HomeAuthor InterviewsInterview with Ruben Van de Walle

Interview with Ruben Van de Walle

Ruben Van de Walle is the author of A BIM Professional’s Guide to Learning Archicad; we got the chance to sit down and find out more about his experience of writing with Packt.

Q: What is the name of your book?

Ruben: A BIM Professional’s Guide to Learning Archicad

Q: What are your specialist tech areas?

Ruben: Building Information Modeling – Building Informatics – Computer Aided Architectural Design & Education

Q: How did you become an author for Packt? Tell us about your journey. What was your motivation for writing this book?

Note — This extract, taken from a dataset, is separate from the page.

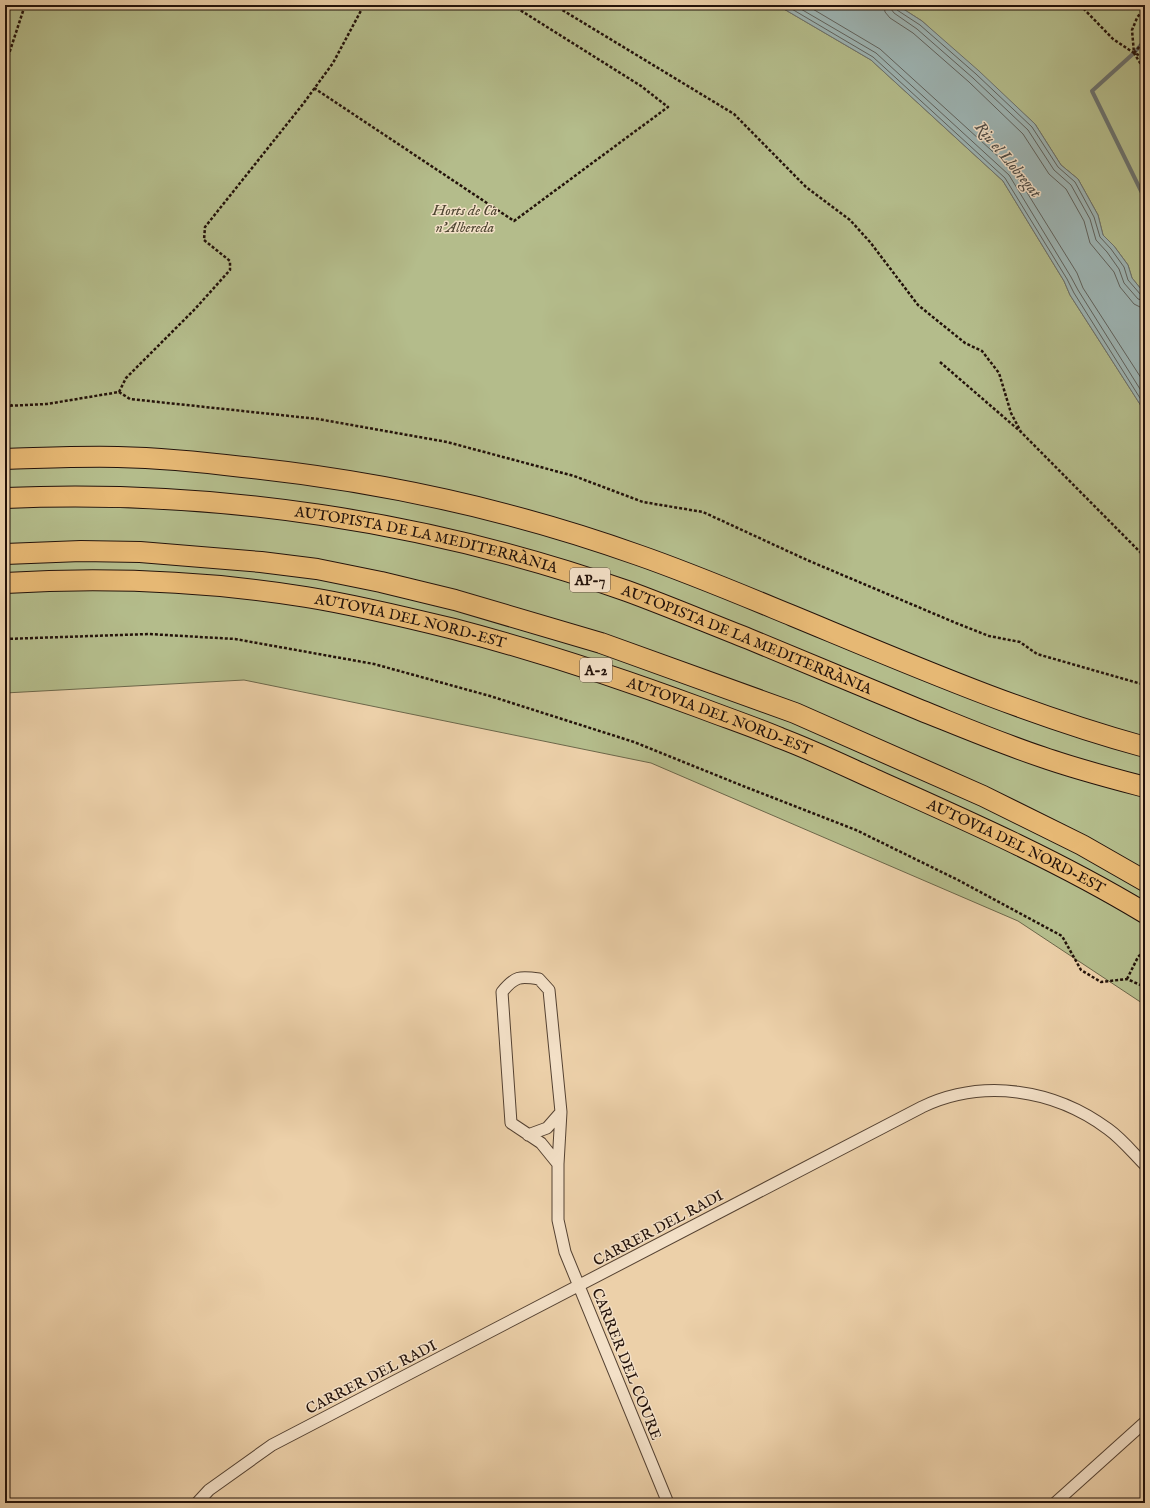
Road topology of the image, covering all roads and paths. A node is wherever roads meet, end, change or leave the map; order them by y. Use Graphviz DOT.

Ruben: I was contacted by co-author Stefan Boeykens. Stefan and I have known each other for quite a long time, as teachers in several postgraduate programs on BIM as well as BIM consultants in Belgium. Stefan knew I have been teaching a course on Archicad for 10 years (at Howest University College – Bachelor in Applied Architecture) and asked me if I was interested in writing a new book together. I happily joined him in this wonderful adventure. Writing this book helped me to restructure some of the ideas I had on the matter and provided me with an opportunity to share my knowledge of Archicad with more people than ‘just’ the 100 students I teach every year. A book would also mean that I could use this for classes as well as for my activities in studiov2 (my own BIM consulting company). We often get questions from our clients for a good way to start modeling with Archicad – writing the book would provide an answer…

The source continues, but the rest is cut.